Additional to the arcade, survival, training and online modes the console versions has an exclusive “Story Mode”. Sadly, while not terrible as the excellent combat does hold it together, this is the games weakest element. The tale is of little interest and even for an Anime it’s very convoluted and of little sense. The main body of the tale is presented in a selection of [albeit beautifully drawn] uneventful stills with reams of text that you have to repeat several times in order to 100% complete each of the ten available characters personal stories. To add to frustration, on losing a bout of combat instead of just hitting a continue button to resume your progress one is forced back to the main story selection screen where you then have to re-load the story and forward skip each scene until the moment of combat. How Arc System Works got this element of the game so wrong when everything else is so right is anyone’s guess. The only bonus to be had from completing each story mode is the sheer amount of un-lockable goodies to be had which consists of original art work, animations, music and other additional content.

Thankfully though the online mode is near flawless with each round of combat having little to no lag; in a genre that demands pixel perfect timing to work best it’s quite the achievement. Arc System Works can proudly put their fighter alongside the likes of Street Fighter IV and the ‘few’ others that have accomplished the once impossible task of delivering an online beat ‘em up that actually works. Whether or not you’ll be a success online though is clearly down to you and how much time you’re willing to put into learning all the intricacies of this furious fighting game.
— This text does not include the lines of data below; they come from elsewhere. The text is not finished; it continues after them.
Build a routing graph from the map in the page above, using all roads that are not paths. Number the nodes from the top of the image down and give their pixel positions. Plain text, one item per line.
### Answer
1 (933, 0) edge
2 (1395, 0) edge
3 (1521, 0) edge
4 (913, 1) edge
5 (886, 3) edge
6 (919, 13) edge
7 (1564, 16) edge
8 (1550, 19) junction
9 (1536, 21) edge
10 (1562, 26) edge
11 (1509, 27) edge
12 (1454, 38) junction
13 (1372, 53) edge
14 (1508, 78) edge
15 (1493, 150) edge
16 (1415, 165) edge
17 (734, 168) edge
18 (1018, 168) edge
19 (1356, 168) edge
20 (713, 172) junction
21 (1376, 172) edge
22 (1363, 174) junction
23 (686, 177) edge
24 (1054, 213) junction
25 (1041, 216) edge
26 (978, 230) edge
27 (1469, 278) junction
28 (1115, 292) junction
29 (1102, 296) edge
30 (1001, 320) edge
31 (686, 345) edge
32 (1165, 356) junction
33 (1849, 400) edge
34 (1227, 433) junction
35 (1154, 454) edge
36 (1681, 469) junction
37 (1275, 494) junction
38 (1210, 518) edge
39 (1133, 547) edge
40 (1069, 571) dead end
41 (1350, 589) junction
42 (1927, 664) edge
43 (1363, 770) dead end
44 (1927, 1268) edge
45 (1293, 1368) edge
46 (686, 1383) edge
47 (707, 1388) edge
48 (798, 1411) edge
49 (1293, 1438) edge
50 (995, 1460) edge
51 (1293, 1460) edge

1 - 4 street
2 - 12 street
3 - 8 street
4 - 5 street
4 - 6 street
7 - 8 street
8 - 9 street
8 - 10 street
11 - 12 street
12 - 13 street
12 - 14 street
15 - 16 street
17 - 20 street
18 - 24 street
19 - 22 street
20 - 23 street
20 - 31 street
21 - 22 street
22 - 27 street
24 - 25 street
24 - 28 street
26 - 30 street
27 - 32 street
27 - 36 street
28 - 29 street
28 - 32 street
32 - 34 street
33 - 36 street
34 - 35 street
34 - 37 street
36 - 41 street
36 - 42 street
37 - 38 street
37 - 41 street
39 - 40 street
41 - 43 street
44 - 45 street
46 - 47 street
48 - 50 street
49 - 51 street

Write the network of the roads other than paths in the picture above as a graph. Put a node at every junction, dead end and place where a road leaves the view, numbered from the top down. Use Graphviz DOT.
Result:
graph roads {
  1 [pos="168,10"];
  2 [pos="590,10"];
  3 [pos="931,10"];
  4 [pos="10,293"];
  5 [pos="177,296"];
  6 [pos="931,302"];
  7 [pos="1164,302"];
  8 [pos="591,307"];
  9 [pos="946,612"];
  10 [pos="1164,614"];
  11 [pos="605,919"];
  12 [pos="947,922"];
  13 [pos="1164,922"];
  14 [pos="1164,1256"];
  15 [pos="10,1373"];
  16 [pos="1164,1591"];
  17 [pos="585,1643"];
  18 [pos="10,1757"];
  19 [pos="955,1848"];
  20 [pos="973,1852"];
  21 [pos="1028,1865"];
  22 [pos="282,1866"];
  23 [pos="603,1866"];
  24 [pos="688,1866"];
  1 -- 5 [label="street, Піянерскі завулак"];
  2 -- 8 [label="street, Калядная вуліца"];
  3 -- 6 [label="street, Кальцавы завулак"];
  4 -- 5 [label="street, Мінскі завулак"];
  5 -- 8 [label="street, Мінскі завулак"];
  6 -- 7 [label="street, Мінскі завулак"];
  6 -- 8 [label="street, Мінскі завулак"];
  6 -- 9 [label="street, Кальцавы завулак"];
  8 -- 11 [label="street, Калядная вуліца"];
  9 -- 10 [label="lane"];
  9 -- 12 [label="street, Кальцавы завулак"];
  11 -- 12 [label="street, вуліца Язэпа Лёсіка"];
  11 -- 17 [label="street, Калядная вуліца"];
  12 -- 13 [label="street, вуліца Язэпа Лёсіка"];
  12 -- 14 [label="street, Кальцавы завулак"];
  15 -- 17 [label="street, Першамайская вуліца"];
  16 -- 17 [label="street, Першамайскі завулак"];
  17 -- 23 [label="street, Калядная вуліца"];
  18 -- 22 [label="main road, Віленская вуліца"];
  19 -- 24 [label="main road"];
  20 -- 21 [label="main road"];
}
Story mode aside, BlazBlue: Calamity Trigger is a truly fantastic beat ‘em up and living proof that not every game has to involve guns, grenades and the threat of terrorist attack to be entertaining. 2D fighters aren’t a new concept in video games, but they are a genre that has endured through the years by being straight forward, good, solid fun and if you can find the time to pull yourself away from the browns and greys of the next big shooter on the horizon it’s well worth a look. Or you could wait until its sequel arrives later this year… BlazBlue: Continuum Shift.